赞
踩
1)建表语法
- CREATE [EXTERNAL] TABLE [IF NOT EXISTS] table_name #EXTERNAL:外部的
- [(col_name data_type [COMMENT col_comment],...)]
- [COMMENT table_comment]
- [PARTITIONED BY (col_name data_type [COMMENT col_comment],...)]#PARTITIONED BY:分区表
- [CLUSTERED BY (col_name, col_name,...)#CLUSTERED BY:分桶表
- [SORTED BY (col_name [ASC|DESC],...)] INTO num_buckets BUCKETS]#分桶表
- [ROW FORMAT row_format]#行格式
- [STORED AS file_format]#指定文件格式
- [LOCATION hdfs_path] #指定表的位置信息
- [TBLPROPERTIES (property_name=property_value,...)]#额外属性
- [AS select_statement] #
2)字段解释说明
(1)CREATE TABLE 创建一个指定名字的表。如果相同名字的表已经存在,则抛出异常;用户可以用 IF NOT EXISTS 选项来忽略这个异常。
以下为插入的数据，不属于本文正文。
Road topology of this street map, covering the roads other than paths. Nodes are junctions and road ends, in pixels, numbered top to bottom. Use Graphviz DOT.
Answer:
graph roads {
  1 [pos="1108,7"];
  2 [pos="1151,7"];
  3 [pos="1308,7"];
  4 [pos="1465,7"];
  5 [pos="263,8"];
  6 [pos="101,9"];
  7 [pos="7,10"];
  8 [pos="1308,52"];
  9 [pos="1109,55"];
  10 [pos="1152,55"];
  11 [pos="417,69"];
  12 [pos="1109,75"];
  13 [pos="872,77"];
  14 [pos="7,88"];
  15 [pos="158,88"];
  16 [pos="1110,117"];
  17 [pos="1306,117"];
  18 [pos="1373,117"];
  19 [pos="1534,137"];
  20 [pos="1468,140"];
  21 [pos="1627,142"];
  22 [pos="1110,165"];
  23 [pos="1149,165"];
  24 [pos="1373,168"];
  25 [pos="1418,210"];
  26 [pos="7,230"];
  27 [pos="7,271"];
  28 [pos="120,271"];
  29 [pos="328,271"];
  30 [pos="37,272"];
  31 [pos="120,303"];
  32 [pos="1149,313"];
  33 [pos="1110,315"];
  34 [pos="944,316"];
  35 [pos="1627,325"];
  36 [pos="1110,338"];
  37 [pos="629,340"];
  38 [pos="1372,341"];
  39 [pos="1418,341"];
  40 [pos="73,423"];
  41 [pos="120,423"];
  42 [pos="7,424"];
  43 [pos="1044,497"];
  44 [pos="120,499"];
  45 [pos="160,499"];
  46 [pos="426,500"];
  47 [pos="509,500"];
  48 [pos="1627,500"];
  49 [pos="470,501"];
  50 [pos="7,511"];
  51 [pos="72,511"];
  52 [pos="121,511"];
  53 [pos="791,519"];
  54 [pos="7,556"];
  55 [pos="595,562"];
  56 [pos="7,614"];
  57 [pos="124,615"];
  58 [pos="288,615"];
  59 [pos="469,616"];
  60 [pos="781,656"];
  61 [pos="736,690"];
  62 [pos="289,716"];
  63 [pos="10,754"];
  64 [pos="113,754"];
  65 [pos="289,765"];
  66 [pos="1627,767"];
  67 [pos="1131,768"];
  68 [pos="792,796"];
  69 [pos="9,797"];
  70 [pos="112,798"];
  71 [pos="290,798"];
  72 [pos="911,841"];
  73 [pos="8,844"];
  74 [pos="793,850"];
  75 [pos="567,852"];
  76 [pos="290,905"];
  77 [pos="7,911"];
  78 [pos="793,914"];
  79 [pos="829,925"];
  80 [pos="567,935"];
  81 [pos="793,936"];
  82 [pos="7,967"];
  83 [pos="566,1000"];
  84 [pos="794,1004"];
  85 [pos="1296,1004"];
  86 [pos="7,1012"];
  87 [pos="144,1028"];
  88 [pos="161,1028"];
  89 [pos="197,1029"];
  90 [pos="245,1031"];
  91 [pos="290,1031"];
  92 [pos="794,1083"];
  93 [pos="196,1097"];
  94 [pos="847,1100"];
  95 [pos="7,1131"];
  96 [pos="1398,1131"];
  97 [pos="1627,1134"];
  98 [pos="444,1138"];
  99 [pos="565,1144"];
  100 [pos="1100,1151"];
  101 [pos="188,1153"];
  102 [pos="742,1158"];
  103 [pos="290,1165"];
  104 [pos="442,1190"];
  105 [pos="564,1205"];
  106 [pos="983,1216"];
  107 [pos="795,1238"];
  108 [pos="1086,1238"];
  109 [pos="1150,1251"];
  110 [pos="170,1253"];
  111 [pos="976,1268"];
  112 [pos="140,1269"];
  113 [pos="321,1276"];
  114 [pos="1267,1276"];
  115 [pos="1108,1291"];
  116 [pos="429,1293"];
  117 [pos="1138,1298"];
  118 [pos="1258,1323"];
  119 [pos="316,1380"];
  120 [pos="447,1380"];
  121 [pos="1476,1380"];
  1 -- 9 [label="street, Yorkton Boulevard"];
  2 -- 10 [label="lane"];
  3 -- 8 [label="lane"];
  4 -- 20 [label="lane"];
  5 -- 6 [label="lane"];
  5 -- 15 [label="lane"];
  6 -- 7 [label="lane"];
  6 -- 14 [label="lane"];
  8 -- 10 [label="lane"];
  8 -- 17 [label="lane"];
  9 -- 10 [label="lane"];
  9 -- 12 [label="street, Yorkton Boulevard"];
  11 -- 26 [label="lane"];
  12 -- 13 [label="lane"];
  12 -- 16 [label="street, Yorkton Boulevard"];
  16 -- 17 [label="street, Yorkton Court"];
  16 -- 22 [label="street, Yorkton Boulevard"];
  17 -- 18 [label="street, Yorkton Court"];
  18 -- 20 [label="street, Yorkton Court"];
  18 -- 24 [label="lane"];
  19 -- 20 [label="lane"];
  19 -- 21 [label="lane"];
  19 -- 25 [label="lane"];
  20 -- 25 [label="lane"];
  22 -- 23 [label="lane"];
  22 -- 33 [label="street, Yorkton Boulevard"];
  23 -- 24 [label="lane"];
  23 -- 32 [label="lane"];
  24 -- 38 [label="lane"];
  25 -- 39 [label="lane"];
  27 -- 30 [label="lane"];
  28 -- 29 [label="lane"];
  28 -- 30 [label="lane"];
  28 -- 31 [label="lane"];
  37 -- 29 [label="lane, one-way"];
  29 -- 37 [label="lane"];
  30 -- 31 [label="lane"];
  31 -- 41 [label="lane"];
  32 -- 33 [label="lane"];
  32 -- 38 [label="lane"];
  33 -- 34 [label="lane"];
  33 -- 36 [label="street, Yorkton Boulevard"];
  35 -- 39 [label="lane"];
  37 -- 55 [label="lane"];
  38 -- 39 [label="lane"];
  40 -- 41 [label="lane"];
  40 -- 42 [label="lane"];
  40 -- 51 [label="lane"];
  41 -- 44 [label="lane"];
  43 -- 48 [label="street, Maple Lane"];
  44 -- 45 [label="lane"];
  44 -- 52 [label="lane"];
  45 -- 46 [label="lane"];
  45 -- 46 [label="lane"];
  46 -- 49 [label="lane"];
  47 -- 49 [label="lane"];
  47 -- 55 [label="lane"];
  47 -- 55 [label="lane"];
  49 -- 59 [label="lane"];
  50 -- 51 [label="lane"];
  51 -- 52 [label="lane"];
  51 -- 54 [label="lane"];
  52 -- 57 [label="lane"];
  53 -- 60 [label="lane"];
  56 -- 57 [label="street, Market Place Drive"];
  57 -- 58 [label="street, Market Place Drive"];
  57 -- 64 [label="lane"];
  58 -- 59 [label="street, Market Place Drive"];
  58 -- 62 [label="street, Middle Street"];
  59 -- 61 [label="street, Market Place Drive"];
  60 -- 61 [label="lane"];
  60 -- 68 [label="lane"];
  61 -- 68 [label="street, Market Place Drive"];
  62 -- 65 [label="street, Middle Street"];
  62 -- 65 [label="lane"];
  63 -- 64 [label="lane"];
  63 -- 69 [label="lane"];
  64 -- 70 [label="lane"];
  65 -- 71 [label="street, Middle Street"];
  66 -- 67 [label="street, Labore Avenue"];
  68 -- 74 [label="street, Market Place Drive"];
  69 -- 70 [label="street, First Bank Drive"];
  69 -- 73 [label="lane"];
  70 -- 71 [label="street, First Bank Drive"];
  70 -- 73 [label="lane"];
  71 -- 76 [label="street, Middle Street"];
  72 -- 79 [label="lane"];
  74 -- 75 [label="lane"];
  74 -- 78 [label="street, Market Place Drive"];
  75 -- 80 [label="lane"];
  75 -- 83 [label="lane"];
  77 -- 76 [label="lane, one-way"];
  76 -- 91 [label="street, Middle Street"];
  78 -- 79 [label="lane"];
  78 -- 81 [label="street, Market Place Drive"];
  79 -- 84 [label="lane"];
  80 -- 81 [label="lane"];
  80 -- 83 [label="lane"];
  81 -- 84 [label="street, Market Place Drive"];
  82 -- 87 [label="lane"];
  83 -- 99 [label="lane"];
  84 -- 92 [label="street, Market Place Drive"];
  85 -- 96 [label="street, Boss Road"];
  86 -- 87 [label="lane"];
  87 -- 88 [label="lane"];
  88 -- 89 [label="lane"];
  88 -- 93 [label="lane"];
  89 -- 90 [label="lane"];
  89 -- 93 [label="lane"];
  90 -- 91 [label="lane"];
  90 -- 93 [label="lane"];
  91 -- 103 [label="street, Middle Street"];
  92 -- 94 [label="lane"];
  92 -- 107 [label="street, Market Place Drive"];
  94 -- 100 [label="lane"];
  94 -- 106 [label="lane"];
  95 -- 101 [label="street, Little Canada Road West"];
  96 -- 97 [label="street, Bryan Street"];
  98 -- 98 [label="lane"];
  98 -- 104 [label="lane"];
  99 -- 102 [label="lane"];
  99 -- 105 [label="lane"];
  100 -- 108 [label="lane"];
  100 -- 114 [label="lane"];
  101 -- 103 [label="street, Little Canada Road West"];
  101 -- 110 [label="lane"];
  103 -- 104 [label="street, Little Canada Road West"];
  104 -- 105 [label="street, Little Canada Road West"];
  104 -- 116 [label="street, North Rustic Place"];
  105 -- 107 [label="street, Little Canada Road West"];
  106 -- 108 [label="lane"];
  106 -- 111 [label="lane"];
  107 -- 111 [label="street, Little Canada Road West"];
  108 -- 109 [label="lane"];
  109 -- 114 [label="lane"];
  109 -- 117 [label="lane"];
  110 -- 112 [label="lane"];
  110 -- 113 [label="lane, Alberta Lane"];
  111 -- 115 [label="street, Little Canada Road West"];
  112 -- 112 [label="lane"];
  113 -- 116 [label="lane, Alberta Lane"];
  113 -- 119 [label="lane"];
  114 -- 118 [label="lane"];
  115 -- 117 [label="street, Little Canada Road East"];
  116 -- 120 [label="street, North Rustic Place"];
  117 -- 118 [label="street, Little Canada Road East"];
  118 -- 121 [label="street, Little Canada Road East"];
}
(2)EXTERNAL 关键字可以让用户创建一个外部表,在建表的同时可以指定一个指向实际数据的路径(LOCATION),在删除表的时候,内部表的元数据和数据会被一起删除,而外部表只删除元数据,不删除数据。
(3)COMMENT:为表和列添加注释。
(4)PARTITIONED BY 创建分区表
(5)CLUSTERED BY 创建分桶表
(6)SORTED BY 不常用,对桶中的一个或多个列另外排序
(7)ROW FORMAT DELIMITED FIELDS TERMINATED BY charMAP KEYS TERMINATED BY char| SERDE serde_name [WITH SERDEPROPERTIES (property_name=property_value, property_name=property_value,...)]用户在建表的时候可以自定义 SerDe 或者使用自带的 SerDe。如果没有指定 ROW FORMAT 或者 ROW FORMAT DELIMITED,将会使用自带的 SerDe。在建表的时候,用户还需要为表指定列,用户在指定表的列的同时也会指定自定义的 SerDe,Hive 通过 SerDe 确定表的具体的列的数据。 SerDe 是 Serialize/Deserilize 的简称, hive 使用 Serde 进行行对象的序列与反序列化。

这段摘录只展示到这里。